▼

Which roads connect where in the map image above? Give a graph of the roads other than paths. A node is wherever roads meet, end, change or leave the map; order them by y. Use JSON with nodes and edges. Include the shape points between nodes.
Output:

▲
▼

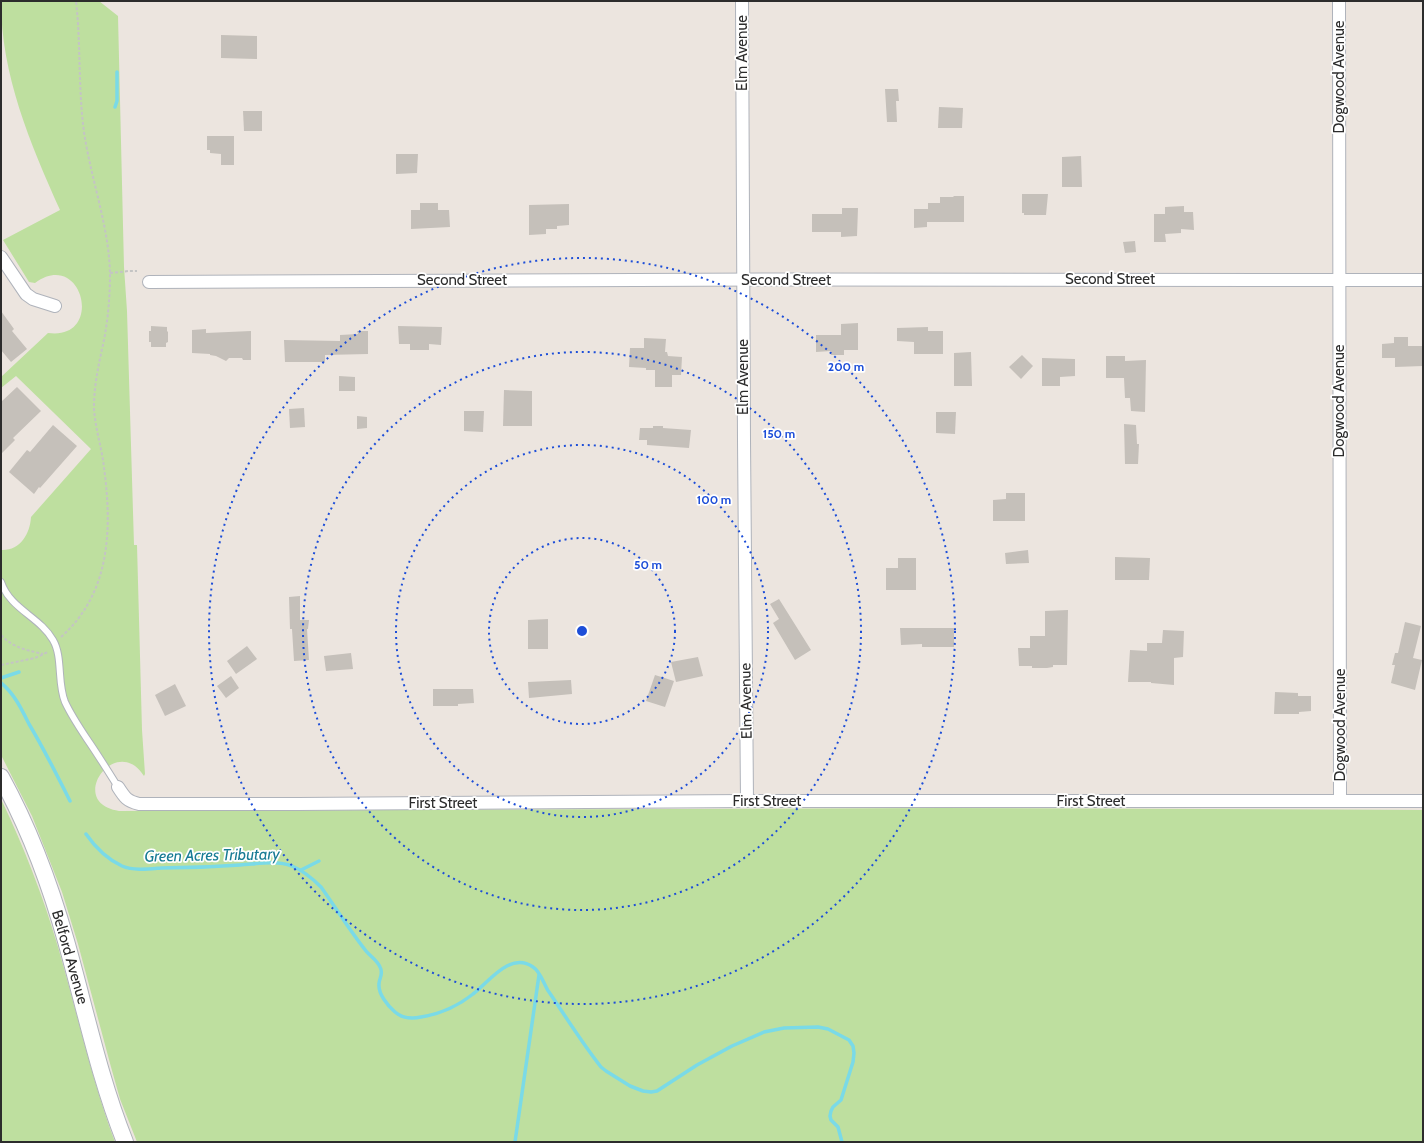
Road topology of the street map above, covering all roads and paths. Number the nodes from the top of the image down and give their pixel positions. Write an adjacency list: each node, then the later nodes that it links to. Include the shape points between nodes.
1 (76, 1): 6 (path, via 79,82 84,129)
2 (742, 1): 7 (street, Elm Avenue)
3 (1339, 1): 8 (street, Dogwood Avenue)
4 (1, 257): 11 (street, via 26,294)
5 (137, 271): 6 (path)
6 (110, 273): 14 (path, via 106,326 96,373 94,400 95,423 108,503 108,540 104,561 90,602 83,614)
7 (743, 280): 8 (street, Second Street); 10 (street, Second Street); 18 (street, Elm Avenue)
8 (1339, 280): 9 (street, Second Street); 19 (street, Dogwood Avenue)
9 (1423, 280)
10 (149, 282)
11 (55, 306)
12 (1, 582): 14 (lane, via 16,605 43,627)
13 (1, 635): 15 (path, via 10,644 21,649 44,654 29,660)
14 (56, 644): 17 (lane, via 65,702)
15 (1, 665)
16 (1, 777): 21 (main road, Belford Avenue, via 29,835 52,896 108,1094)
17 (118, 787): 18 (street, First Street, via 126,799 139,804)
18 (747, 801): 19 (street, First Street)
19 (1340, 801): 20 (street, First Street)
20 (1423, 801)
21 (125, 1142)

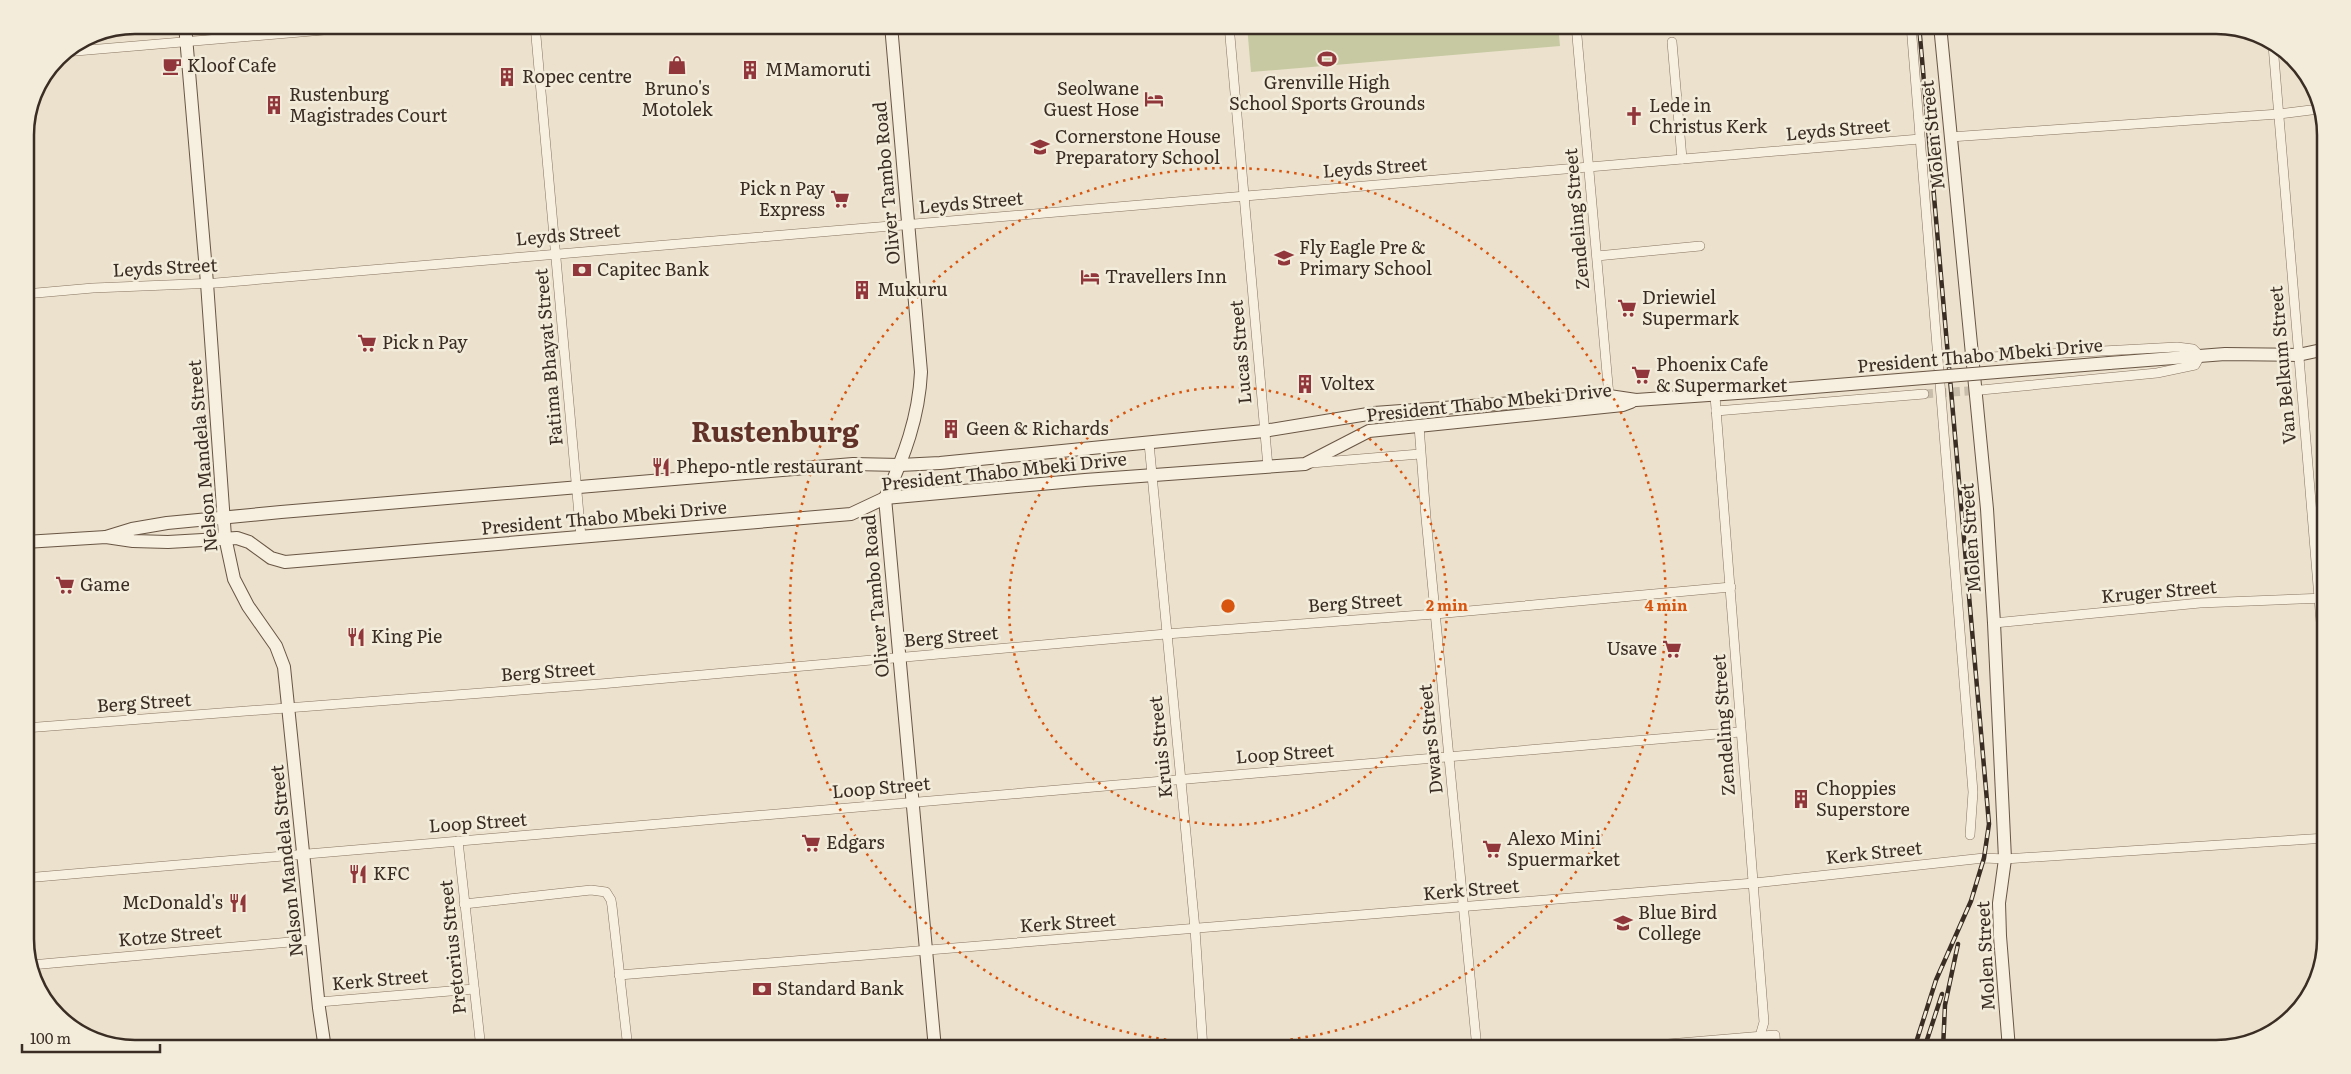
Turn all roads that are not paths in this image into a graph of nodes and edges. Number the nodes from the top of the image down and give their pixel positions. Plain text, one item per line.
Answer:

▲

▶ **YOUR GOAL**
Scan the listing above and work out how many lines contain the string "edges"; reply with only that number.

▶ **ANSWER SPACE**
2